Becker County Attorney Brian McDonald objected to what he deemed was “preferential treatment” by serving her sentence outside Becker County.
Fritz said that “society benefits when defendants are employed.”
“Becker County taxpayers will not be responsible for the cost of your incarceration,” he said, adding that her request to serve jail time in another county “is not unusual.”
Mitchell resigned a week after her conviction of first-degree burglary and possession of burglary tools. She also retired from a long military career. McDonald said these decisions were on her terms and a direct consequence of her crime.
As for her children, he said it’s also a “sad and tragic consequence,” but no different from any other defendant who is a parent facing incarceration.

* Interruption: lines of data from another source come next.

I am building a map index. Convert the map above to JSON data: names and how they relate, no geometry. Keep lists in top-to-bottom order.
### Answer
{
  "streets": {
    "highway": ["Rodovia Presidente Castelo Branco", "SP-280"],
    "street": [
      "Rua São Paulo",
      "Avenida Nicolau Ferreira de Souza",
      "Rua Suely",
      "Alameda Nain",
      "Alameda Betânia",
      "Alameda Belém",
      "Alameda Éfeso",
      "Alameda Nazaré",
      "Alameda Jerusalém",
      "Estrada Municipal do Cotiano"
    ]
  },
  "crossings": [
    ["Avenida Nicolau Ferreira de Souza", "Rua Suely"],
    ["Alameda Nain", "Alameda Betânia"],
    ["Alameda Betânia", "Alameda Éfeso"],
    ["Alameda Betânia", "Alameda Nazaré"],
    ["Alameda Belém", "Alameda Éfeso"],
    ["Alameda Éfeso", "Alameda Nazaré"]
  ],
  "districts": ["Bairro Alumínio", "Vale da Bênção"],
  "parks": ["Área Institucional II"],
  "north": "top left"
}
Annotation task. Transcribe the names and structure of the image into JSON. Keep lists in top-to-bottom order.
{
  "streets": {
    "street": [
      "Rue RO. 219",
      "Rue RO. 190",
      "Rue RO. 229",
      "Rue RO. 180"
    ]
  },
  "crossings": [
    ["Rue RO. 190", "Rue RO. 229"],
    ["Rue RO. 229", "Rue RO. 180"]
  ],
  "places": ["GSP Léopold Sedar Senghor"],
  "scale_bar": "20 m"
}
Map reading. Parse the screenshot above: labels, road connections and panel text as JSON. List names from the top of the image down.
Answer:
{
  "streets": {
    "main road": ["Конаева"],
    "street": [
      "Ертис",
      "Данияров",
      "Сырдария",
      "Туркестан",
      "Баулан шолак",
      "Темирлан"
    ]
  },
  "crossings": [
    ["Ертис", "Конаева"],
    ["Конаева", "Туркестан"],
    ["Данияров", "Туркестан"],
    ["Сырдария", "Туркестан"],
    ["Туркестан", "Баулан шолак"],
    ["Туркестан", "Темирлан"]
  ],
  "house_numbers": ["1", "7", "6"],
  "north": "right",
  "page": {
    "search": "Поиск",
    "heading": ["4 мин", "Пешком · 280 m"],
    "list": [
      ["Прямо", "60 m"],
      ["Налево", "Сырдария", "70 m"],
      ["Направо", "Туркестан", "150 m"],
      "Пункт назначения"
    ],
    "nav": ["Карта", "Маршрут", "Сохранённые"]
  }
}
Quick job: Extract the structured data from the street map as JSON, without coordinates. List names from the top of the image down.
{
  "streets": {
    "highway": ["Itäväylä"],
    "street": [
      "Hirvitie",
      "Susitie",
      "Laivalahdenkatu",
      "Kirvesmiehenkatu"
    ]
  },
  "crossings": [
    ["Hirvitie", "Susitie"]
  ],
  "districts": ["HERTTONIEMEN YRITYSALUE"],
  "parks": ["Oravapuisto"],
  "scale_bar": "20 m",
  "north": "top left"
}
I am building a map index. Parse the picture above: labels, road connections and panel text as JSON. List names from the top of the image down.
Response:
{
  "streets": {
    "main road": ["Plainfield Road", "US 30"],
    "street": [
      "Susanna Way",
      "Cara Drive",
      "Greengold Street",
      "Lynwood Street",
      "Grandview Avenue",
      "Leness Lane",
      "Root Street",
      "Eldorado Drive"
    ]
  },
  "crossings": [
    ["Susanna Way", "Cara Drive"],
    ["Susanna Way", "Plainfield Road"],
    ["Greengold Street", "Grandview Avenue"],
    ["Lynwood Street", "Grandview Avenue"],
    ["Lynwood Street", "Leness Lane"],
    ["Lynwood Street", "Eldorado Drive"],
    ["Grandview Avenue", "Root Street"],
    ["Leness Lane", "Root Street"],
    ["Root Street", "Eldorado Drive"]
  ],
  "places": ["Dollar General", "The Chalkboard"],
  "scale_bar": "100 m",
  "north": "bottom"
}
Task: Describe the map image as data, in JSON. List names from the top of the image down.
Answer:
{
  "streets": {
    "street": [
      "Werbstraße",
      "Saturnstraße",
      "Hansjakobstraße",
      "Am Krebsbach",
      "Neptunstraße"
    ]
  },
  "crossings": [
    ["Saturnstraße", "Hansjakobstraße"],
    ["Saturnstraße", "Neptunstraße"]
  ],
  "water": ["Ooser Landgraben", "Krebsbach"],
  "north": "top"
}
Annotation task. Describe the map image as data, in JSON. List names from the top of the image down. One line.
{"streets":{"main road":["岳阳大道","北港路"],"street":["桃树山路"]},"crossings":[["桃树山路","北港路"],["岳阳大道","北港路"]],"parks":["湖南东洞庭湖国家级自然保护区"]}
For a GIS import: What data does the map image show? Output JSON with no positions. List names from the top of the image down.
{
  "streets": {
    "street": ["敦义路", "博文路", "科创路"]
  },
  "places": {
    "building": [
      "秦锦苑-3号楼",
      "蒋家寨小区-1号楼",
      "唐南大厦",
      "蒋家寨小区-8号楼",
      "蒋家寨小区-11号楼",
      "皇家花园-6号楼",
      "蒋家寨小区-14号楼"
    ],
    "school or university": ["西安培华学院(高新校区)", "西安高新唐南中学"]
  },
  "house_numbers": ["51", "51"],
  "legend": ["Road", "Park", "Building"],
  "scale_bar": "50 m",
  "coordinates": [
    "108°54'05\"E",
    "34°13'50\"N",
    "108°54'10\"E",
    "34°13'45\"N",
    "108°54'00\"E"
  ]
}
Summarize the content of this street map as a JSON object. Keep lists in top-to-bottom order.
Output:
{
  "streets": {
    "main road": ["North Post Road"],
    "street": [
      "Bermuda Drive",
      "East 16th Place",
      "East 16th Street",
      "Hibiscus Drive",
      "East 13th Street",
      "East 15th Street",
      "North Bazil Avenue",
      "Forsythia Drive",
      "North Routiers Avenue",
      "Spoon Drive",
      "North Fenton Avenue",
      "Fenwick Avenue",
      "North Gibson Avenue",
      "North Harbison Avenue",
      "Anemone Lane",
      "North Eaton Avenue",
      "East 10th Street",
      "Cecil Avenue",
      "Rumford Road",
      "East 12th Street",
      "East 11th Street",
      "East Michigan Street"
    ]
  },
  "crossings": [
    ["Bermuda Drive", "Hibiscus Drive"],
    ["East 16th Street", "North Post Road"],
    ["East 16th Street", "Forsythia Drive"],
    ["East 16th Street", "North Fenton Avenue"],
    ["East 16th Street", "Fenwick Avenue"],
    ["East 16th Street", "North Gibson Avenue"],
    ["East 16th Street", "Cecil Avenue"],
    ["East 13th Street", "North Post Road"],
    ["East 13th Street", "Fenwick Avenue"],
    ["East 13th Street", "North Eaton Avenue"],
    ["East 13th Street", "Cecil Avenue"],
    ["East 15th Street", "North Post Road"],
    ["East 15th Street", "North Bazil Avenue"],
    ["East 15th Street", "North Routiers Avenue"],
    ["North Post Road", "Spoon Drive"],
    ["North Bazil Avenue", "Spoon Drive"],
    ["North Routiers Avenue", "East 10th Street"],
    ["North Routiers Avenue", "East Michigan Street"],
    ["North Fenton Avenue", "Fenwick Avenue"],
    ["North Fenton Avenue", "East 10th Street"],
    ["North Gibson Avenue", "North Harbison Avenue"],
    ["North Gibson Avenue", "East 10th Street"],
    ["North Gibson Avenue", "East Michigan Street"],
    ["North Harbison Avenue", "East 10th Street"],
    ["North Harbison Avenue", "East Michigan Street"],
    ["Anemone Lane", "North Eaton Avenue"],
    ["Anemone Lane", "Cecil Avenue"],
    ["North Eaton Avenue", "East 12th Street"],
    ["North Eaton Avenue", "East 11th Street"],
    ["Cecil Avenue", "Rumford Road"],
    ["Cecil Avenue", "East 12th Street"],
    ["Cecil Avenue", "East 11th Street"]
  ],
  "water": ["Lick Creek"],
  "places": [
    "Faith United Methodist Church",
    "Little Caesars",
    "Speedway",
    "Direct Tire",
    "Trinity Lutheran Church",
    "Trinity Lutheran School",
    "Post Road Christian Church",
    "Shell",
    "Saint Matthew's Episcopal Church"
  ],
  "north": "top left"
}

“This should’ve been part of her calculation,” McDonald said, adding that Mitchell found someone to watch her children so she could drive 220 miles from Woodbury to Detroit Lakes in the middle of the night to break into the home.
He said the defense is claiming Mitchell is “too important to face the consequences” and alleges that she asserted “legislative privilege” by continuing to vote, craft laws and collect a paycheck from taxpayers while her case was pending. Moreover, McDonald said, she has not apologized once to her stepmother.
McDonald read Carol Mitchell’s written statement in which she spoke of living with fear and paranoia.
Nicole Mitchell apologized in court ahead of her sentencing and said that she did something “ridiculous and illegal and selfish.”
“I tell my kids that by the time you have to say you’re sorry it’s kind of already too late ... because sometimes there are things that are so big you can’t take them back,” she said. “And this is one of those situations.”
Defense attorney Dane DeKrey said in his 31-page memo, compared with a five-page sentencing memo from McDonald, that “Nicole made an enormous mistake by breaking into her stepmother Carol Mitchell’s home ... and she’s about to pay an enormous price.”
One of three attorneys representing Mitchell, DeKrey, who successfully argued for a two-week delay in sentencing, again argued that his client “no doubt committed trespass.” But he said that she didn’t steal anything, and her conduct is far less serious than the typical first-degree burglary case, even though her attire suggested that’s exactly what she intended to do.
A hallmark of Mitchell’s case is the “almost comical nature” of her black clothes, stocking cap and covered flashlight, DeKrey said.
But the idea “she’s more guilty ... because she acted like a cartoon cat burglary is nonsense ... this trope of her behaving like the Wet Bandits from the movie "Home Alone" should be put to bed once and for all,” DeKrey wrote in the lengthy sentencing memo.
He said Mitchell has “already been publicly tarred and feathered.” Her convictions should be misdemeanors, DeKrey said, because “being a felon for life is overkill” and would prevent her from caring for foster children, volunteering at her son’s school or serving as an election judge.
DeKrey asked Fritz to stay her six-month sentence pending appeal, but if not, allow her to serve her sentence at the Ramsey County work release program. He said McDonald opposes this for reasons “rooted in vindictiveness,” when all Mitchell wants to do is care for her son who has autism and ADHD.
McDonald said Mitchell “brazenly testified under oath” that she lied to police about breaking in to take items belonging to her late father and instead said she was only breaking in to check on her stepmother.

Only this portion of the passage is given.